[Start of Attachment]

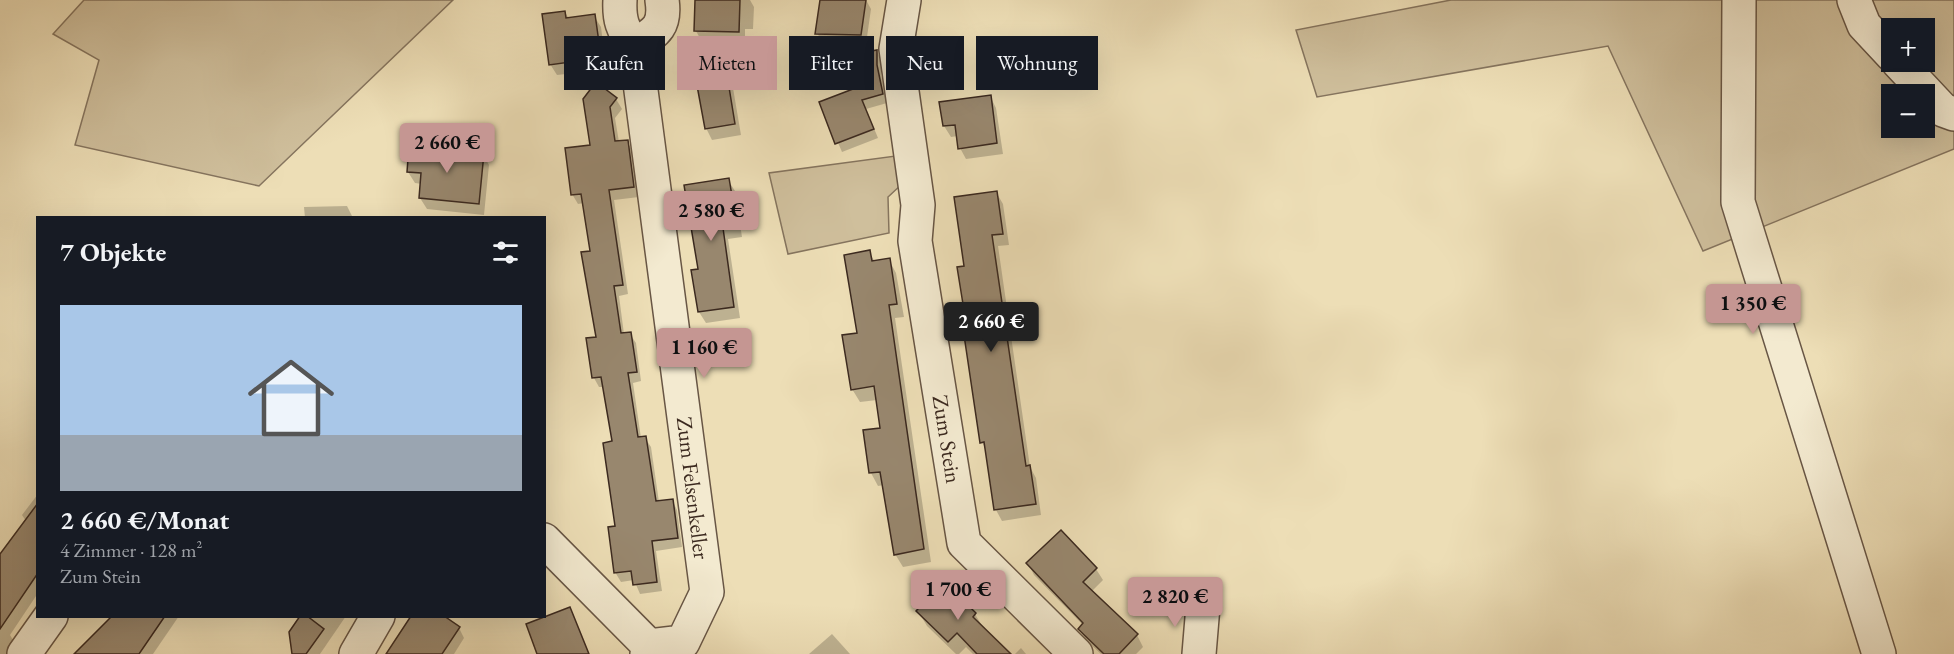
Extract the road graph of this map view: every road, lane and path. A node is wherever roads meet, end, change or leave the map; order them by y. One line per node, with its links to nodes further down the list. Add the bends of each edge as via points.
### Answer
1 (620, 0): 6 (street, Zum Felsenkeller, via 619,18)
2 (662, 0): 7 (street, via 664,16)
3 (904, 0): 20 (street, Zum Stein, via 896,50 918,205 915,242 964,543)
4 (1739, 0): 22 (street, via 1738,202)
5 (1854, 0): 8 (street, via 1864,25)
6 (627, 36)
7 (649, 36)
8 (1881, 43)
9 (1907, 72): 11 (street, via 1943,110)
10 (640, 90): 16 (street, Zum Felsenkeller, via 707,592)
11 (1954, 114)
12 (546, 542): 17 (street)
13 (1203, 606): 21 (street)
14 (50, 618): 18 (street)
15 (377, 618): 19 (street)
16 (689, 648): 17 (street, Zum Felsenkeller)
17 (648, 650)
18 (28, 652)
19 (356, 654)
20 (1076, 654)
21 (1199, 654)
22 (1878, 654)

[End of Attachment]
[Start of Attachment]

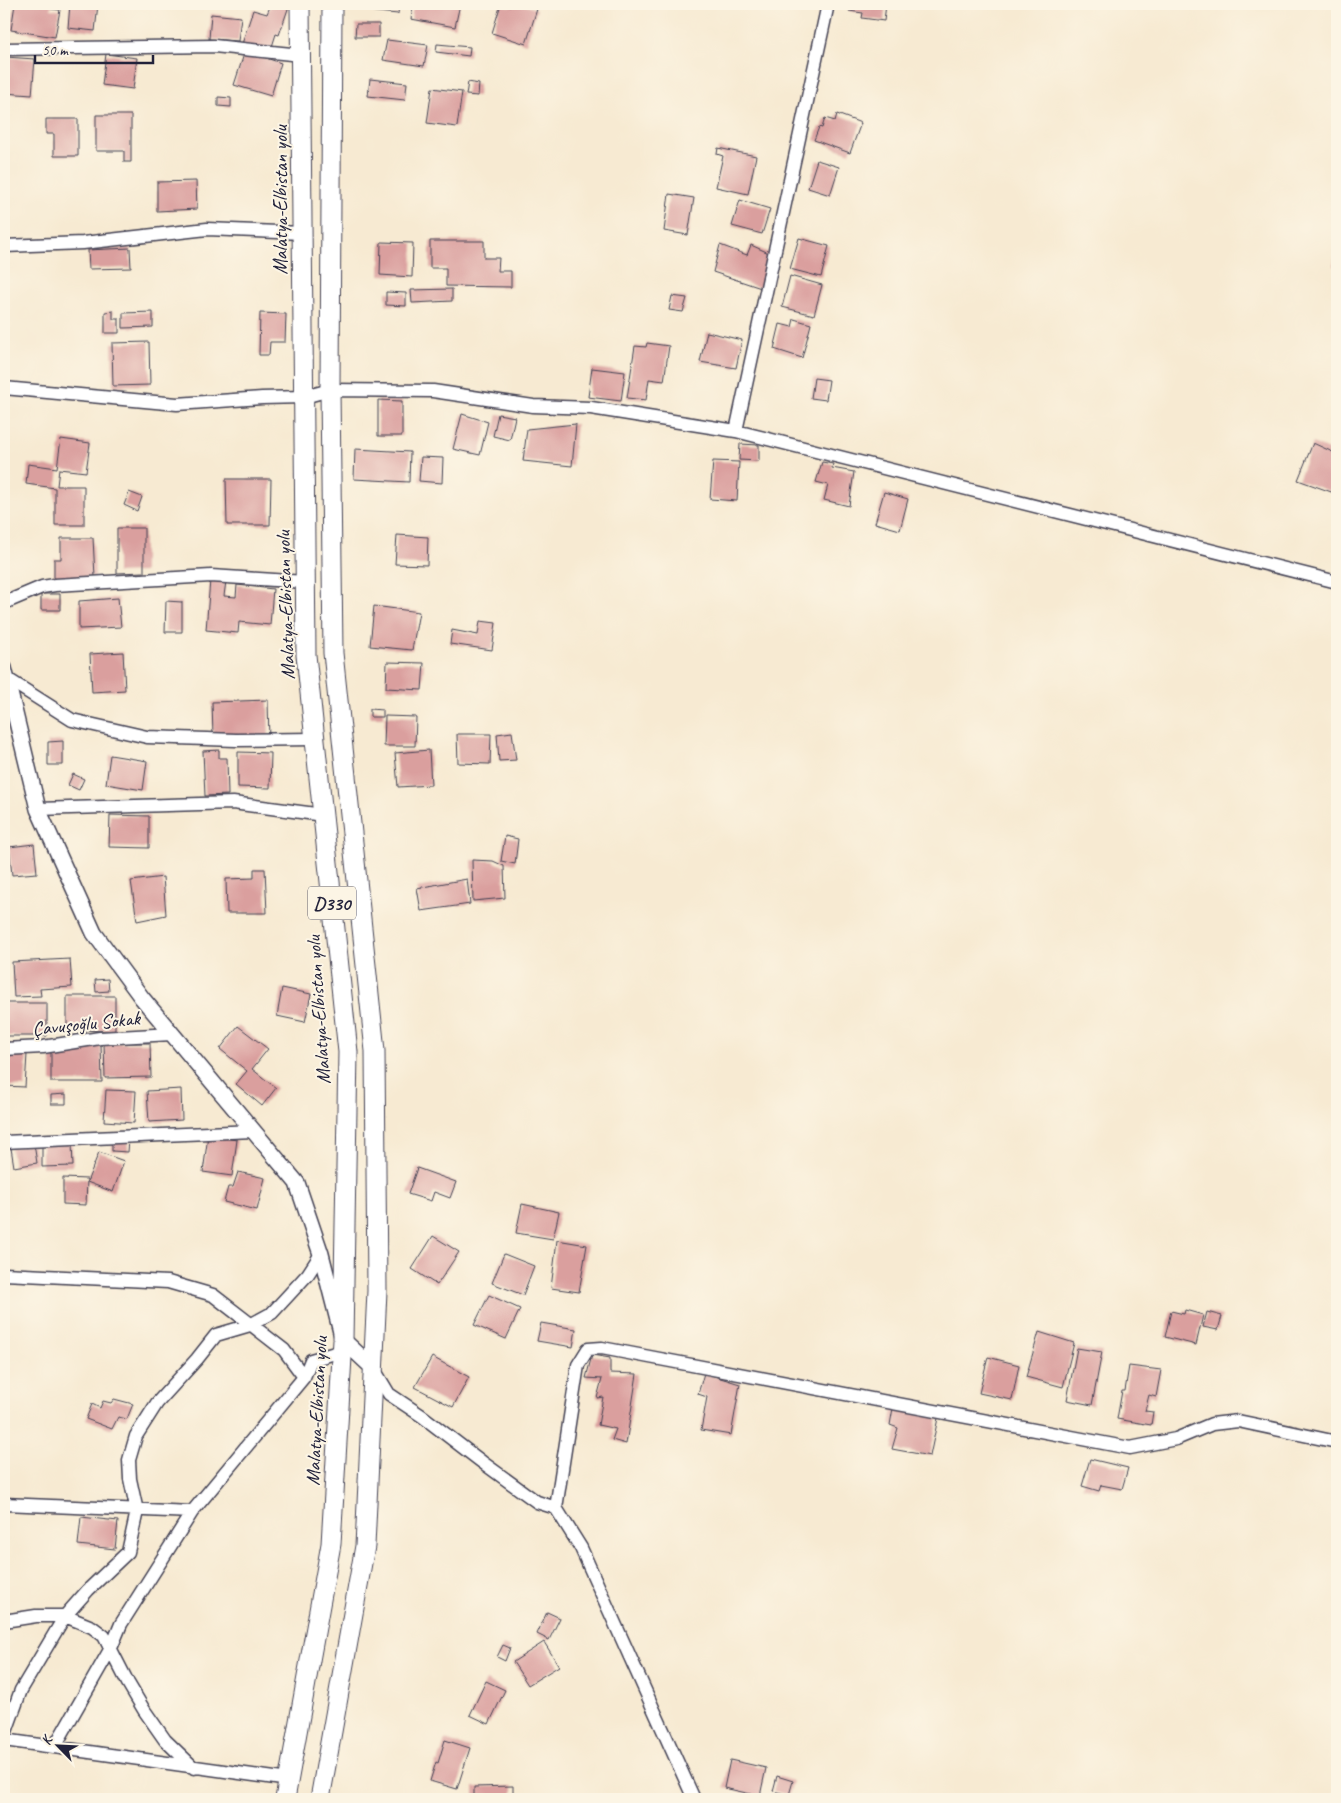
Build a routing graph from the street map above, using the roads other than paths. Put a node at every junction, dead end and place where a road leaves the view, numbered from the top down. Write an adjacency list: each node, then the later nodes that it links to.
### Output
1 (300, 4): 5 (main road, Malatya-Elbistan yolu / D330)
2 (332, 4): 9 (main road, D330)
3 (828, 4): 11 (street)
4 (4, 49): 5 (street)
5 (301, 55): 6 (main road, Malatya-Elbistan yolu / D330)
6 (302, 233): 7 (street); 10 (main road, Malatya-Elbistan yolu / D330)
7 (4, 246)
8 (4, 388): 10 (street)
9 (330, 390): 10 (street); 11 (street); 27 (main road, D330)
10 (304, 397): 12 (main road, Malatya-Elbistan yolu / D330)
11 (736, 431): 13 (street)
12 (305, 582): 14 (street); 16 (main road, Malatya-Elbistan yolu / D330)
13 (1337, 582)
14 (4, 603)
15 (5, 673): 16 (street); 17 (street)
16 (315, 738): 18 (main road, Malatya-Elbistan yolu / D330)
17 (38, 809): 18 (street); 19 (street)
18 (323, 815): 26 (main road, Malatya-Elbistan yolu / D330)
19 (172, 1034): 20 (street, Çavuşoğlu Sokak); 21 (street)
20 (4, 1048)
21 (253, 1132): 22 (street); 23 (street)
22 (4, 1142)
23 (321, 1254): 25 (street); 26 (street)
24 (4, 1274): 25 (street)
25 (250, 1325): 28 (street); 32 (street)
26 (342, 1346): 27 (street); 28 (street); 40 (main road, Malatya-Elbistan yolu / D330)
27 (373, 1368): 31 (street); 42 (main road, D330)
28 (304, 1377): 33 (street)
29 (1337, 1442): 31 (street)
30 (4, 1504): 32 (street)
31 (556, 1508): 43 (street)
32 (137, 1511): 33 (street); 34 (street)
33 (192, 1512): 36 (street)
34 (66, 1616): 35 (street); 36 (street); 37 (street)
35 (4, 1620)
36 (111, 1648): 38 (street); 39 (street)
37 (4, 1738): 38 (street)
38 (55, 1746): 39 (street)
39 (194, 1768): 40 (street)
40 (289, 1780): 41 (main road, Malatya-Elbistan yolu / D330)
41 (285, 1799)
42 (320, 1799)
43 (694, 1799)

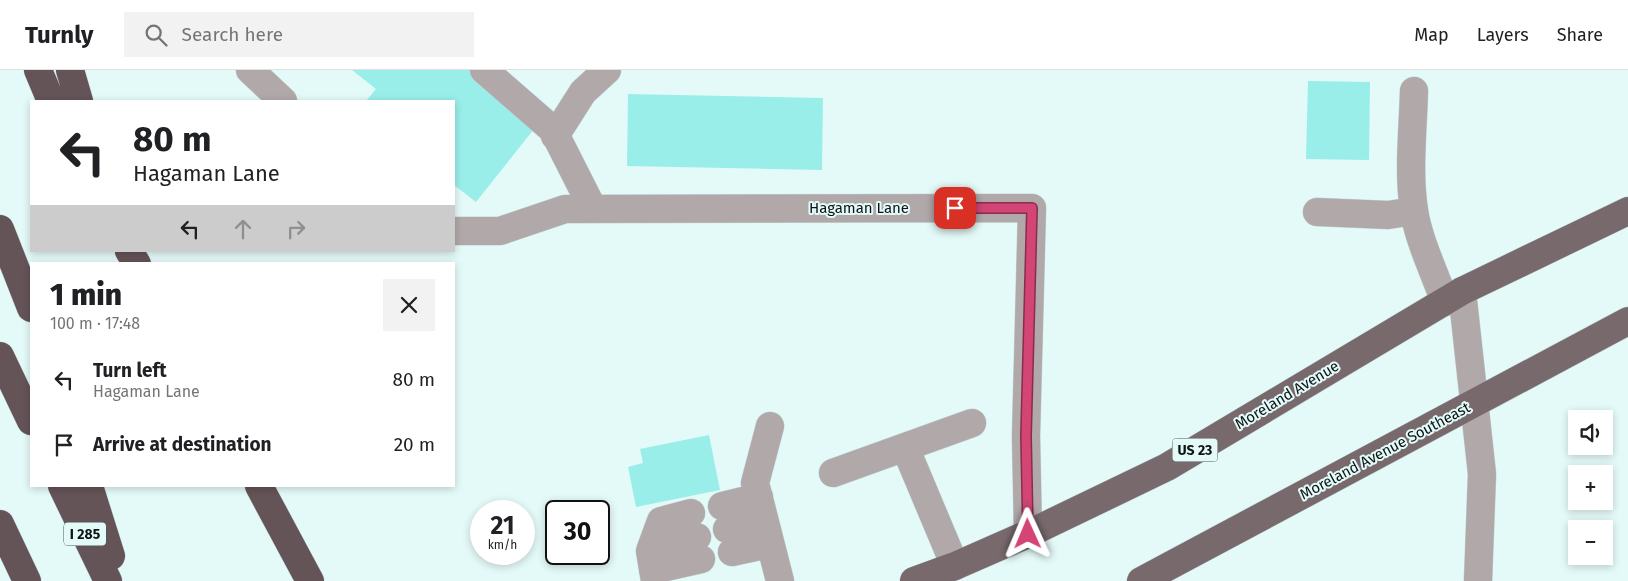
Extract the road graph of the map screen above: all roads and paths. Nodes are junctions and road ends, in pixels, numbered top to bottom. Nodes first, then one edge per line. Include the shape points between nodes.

[End of Attachment]

:: WHAT IS EXPECTED ::
From the material above, gather all lines that include the string "edge" and copy them.

:: YOUR RESPONSE ::
Extract the road graph of this map view: every road, lane and path. A node is wherever roads meet, end, change or leave the map; order them by y. One line per node, with its links to nodes further down the list. Add the bends of each edge as via points.
Extract the road graph of the map screen above: all roads and paths. Nodes are junctions and road ends, in pixels, numbered top to bottom. Nodes first, then one edge per line. Include the shape points between nodes.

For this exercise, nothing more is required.